El joven parpadeó y preguntó perplejo:

-¿A mí?

-Sí -le dijo Ra con tranquilidad-. Tienes que ir a dónde yo te diga.

Noa inquirió intrigada:

-¿Podemos ir?

El antiguo Supremo Señor del Sistema lo pensó durante unos segundos. Los suficientes para sopesar todos los aspecto con gran rapidez. Accedió a través de una condición en forma de seria amenaza.

-Pero como alguien adelante algo, lo despellejaré.

Nadie lo creía capaz de aquello. Pero todos se imaginaron el doloroso castigo, una imagen mental que al antiguo anfitrión le dio escalofríos.
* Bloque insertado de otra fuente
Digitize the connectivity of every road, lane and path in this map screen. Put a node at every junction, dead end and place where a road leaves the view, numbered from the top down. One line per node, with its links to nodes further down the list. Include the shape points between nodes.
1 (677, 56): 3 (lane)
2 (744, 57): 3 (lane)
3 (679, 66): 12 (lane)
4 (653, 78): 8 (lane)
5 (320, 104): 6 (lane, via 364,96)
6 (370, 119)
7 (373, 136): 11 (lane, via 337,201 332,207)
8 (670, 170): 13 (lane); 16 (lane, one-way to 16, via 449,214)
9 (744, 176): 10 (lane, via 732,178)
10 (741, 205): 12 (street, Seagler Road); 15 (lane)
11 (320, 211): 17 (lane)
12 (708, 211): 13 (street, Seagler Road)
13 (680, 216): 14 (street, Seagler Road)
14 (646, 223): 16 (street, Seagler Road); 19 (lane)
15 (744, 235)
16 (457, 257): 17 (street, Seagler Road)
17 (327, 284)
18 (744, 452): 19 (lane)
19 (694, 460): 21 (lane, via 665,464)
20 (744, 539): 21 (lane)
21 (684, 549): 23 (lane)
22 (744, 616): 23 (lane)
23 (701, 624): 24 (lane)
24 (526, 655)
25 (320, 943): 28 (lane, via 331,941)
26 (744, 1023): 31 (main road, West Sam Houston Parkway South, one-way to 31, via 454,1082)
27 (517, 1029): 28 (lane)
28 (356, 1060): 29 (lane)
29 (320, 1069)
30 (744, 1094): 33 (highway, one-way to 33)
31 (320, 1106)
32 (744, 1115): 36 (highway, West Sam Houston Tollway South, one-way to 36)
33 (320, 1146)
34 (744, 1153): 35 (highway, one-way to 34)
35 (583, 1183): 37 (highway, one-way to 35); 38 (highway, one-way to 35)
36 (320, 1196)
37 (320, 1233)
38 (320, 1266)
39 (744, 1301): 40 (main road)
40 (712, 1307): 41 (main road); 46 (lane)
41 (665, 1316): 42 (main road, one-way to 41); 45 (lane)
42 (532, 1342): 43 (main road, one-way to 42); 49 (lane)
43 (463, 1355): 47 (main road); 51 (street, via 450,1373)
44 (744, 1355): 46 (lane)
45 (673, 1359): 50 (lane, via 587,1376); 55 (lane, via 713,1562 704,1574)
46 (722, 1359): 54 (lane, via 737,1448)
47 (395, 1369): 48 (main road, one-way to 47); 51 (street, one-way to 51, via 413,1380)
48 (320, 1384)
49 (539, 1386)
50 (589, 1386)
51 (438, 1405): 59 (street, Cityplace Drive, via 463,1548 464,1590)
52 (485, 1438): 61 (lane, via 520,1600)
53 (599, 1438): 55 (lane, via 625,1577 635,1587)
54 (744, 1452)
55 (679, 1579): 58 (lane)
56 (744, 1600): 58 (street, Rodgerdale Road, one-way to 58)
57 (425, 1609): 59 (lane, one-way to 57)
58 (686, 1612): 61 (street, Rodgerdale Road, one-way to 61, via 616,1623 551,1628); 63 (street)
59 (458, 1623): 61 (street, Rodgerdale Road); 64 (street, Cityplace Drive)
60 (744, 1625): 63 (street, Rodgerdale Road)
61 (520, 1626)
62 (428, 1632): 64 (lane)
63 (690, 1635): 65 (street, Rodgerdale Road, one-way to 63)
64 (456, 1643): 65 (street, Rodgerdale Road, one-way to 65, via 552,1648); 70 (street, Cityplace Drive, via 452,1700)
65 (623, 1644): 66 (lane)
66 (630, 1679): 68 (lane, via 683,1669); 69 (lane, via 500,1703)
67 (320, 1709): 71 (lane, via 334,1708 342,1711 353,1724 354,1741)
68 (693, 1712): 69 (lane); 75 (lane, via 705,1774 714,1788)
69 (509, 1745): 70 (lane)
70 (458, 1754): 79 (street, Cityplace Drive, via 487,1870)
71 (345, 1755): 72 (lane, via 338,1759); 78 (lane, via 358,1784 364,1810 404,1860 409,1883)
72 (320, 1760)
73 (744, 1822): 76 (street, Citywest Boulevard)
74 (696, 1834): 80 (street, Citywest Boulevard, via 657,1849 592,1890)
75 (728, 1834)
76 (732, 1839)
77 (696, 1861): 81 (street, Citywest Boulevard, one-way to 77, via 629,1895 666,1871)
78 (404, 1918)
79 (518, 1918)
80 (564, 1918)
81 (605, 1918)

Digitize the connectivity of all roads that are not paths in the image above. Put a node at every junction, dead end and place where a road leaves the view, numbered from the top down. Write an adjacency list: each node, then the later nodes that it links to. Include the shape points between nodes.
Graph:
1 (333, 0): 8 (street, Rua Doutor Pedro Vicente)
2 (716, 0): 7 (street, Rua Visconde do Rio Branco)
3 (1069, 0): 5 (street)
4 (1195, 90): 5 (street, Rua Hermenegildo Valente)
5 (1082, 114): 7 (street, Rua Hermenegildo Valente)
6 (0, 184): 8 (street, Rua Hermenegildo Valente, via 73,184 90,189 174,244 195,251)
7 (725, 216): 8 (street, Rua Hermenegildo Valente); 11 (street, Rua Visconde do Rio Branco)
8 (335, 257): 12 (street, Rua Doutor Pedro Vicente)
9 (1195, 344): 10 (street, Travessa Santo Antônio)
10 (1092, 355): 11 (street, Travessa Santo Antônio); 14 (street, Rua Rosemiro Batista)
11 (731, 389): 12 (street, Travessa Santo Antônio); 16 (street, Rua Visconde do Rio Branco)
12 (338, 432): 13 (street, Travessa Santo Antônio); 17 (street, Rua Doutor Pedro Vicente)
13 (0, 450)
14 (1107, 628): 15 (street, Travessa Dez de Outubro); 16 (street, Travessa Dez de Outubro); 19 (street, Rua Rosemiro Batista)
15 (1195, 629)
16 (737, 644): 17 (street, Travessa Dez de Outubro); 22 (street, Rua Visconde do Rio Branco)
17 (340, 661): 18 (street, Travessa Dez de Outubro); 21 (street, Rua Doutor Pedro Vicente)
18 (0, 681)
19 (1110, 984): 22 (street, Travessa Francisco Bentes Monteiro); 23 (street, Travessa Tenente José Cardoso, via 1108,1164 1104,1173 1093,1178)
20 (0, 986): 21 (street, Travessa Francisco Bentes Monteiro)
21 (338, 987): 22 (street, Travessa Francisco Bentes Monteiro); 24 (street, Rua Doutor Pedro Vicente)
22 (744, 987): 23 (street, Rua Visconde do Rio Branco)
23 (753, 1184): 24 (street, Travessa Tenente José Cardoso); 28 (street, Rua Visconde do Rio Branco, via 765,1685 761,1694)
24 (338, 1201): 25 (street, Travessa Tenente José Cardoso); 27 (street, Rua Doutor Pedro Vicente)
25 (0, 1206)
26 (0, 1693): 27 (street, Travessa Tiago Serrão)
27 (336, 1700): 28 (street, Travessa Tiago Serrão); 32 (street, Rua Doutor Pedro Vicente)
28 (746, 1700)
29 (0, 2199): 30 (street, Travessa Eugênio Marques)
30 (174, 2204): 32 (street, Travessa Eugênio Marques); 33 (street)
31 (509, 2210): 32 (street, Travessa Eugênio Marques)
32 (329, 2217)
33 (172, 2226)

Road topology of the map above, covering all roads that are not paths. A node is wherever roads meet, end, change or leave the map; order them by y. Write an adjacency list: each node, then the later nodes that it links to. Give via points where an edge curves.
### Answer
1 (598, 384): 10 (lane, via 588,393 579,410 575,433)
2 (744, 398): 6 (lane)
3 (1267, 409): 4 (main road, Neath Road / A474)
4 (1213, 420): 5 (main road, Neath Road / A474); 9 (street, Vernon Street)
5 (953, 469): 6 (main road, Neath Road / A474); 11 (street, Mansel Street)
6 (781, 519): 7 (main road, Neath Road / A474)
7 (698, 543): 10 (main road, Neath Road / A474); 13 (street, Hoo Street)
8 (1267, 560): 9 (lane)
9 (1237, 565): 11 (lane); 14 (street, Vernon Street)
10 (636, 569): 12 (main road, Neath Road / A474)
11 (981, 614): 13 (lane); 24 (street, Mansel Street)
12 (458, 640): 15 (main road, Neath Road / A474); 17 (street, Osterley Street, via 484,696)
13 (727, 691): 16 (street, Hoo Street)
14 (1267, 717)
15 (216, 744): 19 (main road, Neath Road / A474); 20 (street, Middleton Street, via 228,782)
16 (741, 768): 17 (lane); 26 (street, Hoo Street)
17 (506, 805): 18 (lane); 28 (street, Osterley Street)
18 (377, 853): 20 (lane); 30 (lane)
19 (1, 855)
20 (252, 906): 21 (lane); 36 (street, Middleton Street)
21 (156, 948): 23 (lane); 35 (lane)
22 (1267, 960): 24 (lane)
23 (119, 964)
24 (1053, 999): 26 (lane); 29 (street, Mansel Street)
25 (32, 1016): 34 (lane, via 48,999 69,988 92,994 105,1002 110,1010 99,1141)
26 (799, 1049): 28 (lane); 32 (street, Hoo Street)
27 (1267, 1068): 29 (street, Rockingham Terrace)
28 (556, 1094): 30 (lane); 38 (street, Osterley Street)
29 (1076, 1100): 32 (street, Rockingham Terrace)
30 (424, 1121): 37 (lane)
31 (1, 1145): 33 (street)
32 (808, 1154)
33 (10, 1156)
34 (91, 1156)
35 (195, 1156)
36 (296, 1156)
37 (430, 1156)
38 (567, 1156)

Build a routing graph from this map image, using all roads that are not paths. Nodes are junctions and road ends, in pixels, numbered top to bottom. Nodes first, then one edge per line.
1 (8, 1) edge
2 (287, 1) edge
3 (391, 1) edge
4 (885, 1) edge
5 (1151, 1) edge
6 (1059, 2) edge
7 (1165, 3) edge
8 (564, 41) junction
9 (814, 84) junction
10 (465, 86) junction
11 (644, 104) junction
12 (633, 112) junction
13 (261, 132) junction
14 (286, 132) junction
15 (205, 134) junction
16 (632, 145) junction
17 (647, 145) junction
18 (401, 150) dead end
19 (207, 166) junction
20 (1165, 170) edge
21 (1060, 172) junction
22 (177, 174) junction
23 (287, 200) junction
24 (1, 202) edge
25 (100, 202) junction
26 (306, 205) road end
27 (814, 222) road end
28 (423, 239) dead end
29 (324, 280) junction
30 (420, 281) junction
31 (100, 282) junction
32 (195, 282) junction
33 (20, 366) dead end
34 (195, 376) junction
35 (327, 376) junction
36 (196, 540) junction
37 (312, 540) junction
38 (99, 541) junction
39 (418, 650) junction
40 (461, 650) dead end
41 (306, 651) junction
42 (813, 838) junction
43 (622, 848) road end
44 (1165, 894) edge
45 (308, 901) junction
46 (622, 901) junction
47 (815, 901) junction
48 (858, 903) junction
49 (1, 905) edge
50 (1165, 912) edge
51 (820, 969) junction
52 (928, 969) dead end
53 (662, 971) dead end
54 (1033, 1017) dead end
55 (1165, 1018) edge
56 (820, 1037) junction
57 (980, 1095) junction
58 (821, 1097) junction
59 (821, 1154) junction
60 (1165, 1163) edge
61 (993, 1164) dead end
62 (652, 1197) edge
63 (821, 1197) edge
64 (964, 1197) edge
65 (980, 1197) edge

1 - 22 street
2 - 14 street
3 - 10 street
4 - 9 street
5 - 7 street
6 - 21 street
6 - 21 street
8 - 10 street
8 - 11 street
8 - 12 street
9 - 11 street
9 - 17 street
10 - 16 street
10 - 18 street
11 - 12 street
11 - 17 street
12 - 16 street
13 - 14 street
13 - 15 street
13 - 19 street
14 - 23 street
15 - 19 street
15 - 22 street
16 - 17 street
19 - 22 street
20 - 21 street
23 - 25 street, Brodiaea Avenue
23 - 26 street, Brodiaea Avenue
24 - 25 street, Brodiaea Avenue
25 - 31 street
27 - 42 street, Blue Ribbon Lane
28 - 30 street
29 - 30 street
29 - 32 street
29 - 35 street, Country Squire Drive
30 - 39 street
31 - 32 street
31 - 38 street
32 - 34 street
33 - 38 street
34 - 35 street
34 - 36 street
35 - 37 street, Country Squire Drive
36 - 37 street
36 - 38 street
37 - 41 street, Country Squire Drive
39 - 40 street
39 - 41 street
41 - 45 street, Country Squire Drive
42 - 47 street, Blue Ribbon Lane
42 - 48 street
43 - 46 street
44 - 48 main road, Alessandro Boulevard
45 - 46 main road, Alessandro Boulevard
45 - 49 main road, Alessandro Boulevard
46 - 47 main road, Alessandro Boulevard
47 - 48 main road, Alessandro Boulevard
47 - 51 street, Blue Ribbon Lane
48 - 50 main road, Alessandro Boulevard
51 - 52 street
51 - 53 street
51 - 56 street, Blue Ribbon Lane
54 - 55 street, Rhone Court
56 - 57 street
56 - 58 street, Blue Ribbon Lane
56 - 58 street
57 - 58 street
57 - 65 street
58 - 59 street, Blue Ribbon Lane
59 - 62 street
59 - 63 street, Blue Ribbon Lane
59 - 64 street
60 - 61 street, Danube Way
-¿No podías escoger algo mejor Ojitos? -ironizó Kate.

Ra replicó:

-El empalamiento es la segunda opción -hizo una pausa-. Podéis imaginároslo.

Aquello cada vez intrigaba más a Nebnefer, que pronto entendió a qué se debía aquello. La mayor prueba fue que Ángelo respondió al juego con una medio sonrisa:

-Os creía un poco más original Yata.

-¿Te atreves a acusarme de poca originalidad? -fingió ofenderse su padre- ¿Acaso tú lo harías mejor?

Le estaban ocultando algo. Ra no quería que le estropearan la sorpresa a través de sus pensamientos o dones como el de la videncia. En el caso de Nebnefer, tenía que burlar tanto la telepatía como la videncia para mantener el efecto sorpresa.

-Por supuesto -dijo el Supremo Señor del Sistema mientras sus ojos brillantes.

Noa exclamó entusiasmada:

-¡Yo sé buenos castigos!

-Sorpréndenos -le invitó Ra antes de indicarle a Nebnefer-. Vamos a seguir este pasillo.